Key Points
- An additive manufacturing technique, laser cladding deposition, has the potential to enhance safety and significantly reduce maintenance on rail transport systems and beyond
- Funding from an Australian Research Council Linkage Project allows Monash University, industry partners and ANSTO to undertake the research
- The purchase of a laser cladding deposition system with funding from NSW state government, NCRIS and ANSTO allows the investigators to study the materials on neutron instruments while the technique is being used
ANSTO will contribute to an Australian Research Council Linkage Project that was announced recently to develop an additive manufacturing technology, laser cladding, to maintain rails in train networks.
The research has the potential to significantly reduce rail maintenance costs and enhance safer transport.
Industry Engagement Manager Professor Anna Paradowska (pictured above) will be a principal investigator on the project, which is led by a team from Monash University under metallurgical expert A/ Professor Ralph Abrahams with an industry partner, Laserbond Limited. Yarra Trams is involved as a partner organisation and will assist with in-service evaluations of the technology.
Investigations on ANSTO’s materials and engineering beamline the strain scanner Kowari at the Australian Centre for Neutron Scattering will provide measurements of residual strain and residual stresses on materials that have been repaired using the laser cladding technique.

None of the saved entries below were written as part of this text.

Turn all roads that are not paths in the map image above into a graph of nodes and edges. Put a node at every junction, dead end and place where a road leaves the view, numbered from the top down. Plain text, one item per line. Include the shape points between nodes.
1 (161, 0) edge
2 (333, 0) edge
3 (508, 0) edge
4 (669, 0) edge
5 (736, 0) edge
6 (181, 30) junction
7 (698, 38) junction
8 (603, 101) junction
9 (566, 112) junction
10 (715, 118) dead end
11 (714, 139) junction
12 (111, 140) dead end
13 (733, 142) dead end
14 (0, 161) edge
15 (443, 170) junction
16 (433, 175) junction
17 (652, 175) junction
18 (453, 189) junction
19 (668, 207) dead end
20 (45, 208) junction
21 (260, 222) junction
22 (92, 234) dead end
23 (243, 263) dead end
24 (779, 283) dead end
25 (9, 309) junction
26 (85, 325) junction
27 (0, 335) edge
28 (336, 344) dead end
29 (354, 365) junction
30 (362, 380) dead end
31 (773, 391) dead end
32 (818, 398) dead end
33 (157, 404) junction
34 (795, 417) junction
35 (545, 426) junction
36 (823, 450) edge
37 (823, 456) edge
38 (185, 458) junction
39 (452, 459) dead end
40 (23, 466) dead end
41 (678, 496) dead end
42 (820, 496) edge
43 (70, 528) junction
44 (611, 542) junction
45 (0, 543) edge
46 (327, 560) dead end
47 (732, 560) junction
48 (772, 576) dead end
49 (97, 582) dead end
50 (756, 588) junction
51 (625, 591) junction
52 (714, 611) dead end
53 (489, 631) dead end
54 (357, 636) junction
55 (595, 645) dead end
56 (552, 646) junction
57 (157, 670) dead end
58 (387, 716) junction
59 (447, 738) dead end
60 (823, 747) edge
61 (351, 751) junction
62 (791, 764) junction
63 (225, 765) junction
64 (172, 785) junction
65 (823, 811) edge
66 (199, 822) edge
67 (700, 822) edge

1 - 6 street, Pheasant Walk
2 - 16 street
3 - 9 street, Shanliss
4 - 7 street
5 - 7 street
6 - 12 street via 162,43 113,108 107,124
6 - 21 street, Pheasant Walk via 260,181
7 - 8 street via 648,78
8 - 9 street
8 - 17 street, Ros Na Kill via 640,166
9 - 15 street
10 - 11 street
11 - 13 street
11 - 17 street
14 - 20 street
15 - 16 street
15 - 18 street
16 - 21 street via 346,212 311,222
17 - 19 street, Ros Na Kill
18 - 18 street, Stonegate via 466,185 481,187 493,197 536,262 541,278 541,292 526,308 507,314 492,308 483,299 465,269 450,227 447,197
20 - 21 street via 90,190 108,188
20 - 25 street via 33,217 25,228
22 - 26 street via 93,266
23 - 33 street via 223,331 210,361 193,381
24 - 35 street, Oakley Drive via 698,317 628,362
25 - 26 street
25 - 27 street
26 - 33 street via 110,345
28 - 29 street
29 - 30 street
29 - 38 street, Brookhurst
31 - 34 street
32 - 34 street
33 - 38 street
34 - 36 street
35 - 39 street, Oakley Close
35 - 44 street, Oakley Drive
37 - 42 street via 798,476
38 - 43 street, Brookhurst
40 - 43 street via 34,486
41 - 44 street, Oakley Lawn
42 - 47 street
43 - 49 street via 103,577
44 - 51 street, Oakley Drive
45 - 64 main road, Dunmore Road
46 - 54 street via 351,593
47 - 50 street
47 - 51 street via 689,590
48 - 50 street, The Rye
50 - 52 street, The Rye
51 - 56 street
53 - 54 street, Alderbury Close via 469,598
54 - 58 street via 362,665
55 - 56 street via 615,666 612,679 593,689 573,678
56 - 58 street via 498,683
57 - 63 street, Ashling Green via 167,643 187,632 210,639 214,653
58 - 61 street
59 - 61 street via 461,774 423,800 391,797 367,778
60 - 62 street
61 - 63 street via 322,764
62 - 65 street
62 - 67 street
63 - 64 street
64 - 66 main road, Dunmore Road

“We expect to use Kowari to determine the residual stresses within the interior of bulk material and a range of investigations of structural integrity. I have considerable experience in collaborative investigations of laser cladding repair techniques for application on rails, aircraft and mining components,” said Paradowska.
The high-intensity diffractometer Wombat will be available for texture studies as well as the neutron tomography instrument Dingo for defect assessment.
The laser cladding technique uses laser energy to melt a metal alloy powder, which is injected into the surface of the component and bonds the cladding in a metallurgical process to the surface of the part.
The project aims to develop a new cost-effective maintenance technique based on this innovative and interdisciplinary technology to enhance the characteristics of new rails and track components and repair damage to ensure structural integrity and improve performance.
It will enable manufacturers and operators of railway networks to develop and improve railway maintenance strategies. Other benefits include extending the service lives of rails and special track components, reducing wheel squeal and flanging noise.
The investigators said the research addressed a National Research Priority in that it can maximise Australia’s competitive advantage in the critical infrastructure sector. Both the state and federal governments have made railway infrastructure a national priority for investment.
Specifically, the project will select the most suitable materials and processing parameters for laser cladding on tram switch blades and wing rails based on laboratory research, optimise the design of laser cladding repairs for blades and rails and carry out full-scale field tests of the technology under service conditions.
Australia has the 7th longest rail network in the world at more than 40,000 kilometres.
Contact between steel wheels and steel rails can lead to degradation and rail breakage.
Existing repair protocols, based on a variety of types of welding, such as electric arc welding, can make the rails vulnerable to crack initiation, high tensile residual stresses and increased thickness in repair zones requiring frequent replacement.
Many studies, including some leading work by the Monash group, have investigated new and better rail repair techniques, including laser cladding. Monash previously investigated the applicability of using laser cladding to repair high strength steel used in Australian heavy haul railways and confirmed its ability to enhance wear and resistance of the steel.
The research is expected to have benefits beyond the rail industry to a large variety of industries that require good wear resistance, corrosion resistance and temperature resistance, such as the power supply sector.
Laser Deposition System grant
A key capability for this research which has been secured by ANSTO is an in-situ laser deposition system. The NSW Government recently awarded a Research Attraction and Acceleration Program Grant of $140,000 towards the purchase of a laser metal deposition system, with additional funding contributions from the National Collaborative Research Infrastructure Strategy (NCRIS) and ANSTO.
“The advantage of having the system is that it enables us to do in-situ neutron scattering measurements and imaging, while the laser cladding process is being performed,” said Dr Jamie Schulz, Leader, Australian Centre for Neutron Scattering.
“It will provide information in real-time about the deposition and solidification processes that occur using this additive manufacturing technique.”
“In turn, this information will allow us to make recommendations to optimise the process for the rail infrastructure project,” said Schulz.
The system includes a laser head, powder feeder with associated equipment, including a chiller and power supply.
For setup on the Kowari strain scanner, the system needs motion stage and control, suitable shielding and integration with instrument control software.